変電所で、絶縁と支持作用に用いられる10kVの支持碍子は、数が膨大である。したがって、支持碍子の取付は、仕事量が大きく、労働強度が強くなる。また、支持碍子は、変電所に取り付けられた後に、使用時間の増加、自身の製造工芸の欠陥、じっとりする室外環境、高温等マイナス要因の影響を受け、金属コネクタのサビ問題が厳しく、碍子の磁器が破損し、塗装が失効する等の問題が生じ、故障した支持碍子を入替えしないと、給電ネットワークが正常に機能できない。
しかしながら、支持碍子の取付において、支持碍子がより重く、支持碍子の取付先の高さが変わり、環境が複雑であり、複数の碍子が故障するなどの問題が生じる場合、支持碍子の入替え任務が煩雑であり、点検修理の困難度が高まる。

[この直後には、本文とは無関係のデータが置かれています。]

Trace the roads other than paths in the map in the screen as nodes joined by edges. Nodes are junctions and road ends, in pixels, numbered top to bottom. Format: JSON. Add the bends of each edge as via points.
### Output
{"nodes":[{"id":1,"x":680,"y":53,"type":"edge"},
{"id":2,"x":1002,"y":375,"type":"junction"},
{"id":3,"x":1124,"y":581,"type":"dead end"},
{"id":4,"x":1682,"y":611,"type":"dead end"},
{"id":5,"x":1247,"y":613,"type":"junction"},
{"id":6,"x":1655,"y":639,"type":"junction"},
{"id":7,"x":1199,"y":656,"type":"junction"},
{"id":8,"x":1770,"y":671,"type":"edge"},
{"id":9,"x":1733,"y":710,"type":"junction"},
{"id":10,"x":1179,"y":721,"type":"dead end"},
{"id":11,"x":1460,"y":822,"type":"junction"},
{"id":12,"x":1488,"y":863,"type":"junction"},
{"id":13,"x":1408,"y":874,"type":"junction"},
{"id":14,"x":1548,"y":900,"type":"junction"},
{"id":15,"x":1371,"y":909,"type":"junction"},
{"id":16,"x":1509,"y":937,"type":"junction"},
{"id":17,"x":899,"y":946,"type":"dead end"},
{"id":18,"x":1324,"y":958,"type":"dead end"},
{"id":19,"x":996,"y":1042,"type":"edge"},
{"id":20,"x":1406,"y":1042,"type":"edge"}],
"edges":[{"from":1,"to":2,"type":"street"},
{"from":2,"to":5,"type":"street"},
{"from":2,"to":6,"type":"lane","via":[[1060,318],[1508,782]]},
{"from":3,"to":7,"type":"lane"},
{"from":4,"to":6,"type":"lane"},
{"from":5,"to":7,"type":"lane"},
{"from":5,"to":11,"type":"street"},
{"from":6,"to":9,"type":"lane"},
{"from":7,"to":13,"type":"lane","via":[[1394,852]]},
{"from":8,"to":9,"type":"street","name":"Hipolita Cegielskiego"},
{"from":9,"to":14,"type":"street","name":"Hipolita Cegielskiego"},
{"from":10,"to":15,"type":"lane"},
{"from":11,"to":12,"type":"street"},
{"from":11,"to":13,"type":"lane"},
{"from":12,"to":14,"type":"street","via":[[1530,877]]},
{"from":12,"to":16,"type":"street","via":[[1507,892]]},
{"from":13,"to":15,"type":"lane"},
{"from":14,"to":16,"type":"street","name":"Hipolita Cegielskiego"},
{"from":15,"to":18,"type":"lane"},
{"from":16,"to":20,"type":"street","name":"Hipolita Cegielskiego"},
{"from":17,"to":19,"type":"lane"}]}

また、実際の取付過程において、点検修理者は、絶縁はしごにのぼり、安全ベルトを着用し、取付工具を持ちながら、支持碍子をしっかりと支えて入替え作業を行うため、疲労を感じやすく、点検修理者、工具又は支持碍子の転落が発生しやすい。
【先行技術文献】
【特許文献】
【0003】
【文献】中国特許出願公開第104092144号明細書
【発明の概要】
【発明が解決しようとする課題】
【0004】
本発明は、電気碍子の入替え取付装置を提供し、上記の従来技術における技術的に問題を解決することを目的とする。
【課題を解決するための手段】
【0005】
電気碍子の入替え取付装置であって、昇降機構と、前記昇降機構に固定して取り付けられる取付台と、前記取付台に固定して取り付けられかつ支持碍子を支持できる支持盤構成材と、前記取付台に摺動可能に取り付けられる把持機構と、を含み、前記取付台は、鉛直断面がU字型をなし、前記支持盤構成材は、前記取付台の内端面に固定して取り付けられ、前記把持機構は、前記取付台における二つの内側壁の間に摺動可能に取り付けられる三面囲い枠と、前記三面囲い枠の側壁に垂直に且つ回転自在に取り付けられる第二スクリューと、前記第二スクリューに螺合されるナットと、前記ナットにヒンジ接続される二つのリンクと、二つの把持具と、水平に前記三面囲い枠の内側壁の間に固定して取り付けられる案内棒と、を含み、前記第二スクリューの中心軸は、前記三面囲い枠の鉛直中心面と重なり合い、二つの前記リンクは、前記第二スクリューに対し対称に配列され、各前記リンクの端部には、いずれも把持具がヒンジ接続され、二つの前記把持具は、いずれも摺動可能に前記案内棒に互いに対向して設けられ、前記把持具において前記案内棒の外側に位置する部分は、円弧状をなし、前記把持具の円弧状をなす部分には、回転可能に取り付けられる三つの把持ローラが等間隔に配列され、前記把持ローラのロール面は、ゴム質であり、前記案内棒は、前記第二スクリューに対し垂直となる。
【0006】
好ましくは、前記昇降機構は、移動可能なベースと、前記ベースの上端面に溶接によって鉛直に固定して取り付けられる二つのガイドピンと、二つの前記ガイドピンに水平に且つ摺動可能に取り付けられる昇降台と、前記ベースに鉛直に且つ回転自在に取り付けられる第一スクリューと、を含み、二つの前記ガイドピンは、前記取付台の両外側に対称に配列され、前記第一スクリューは、前記昇降台と螺合され、前記取付台は、前記昇降台に固定して取り付けられる。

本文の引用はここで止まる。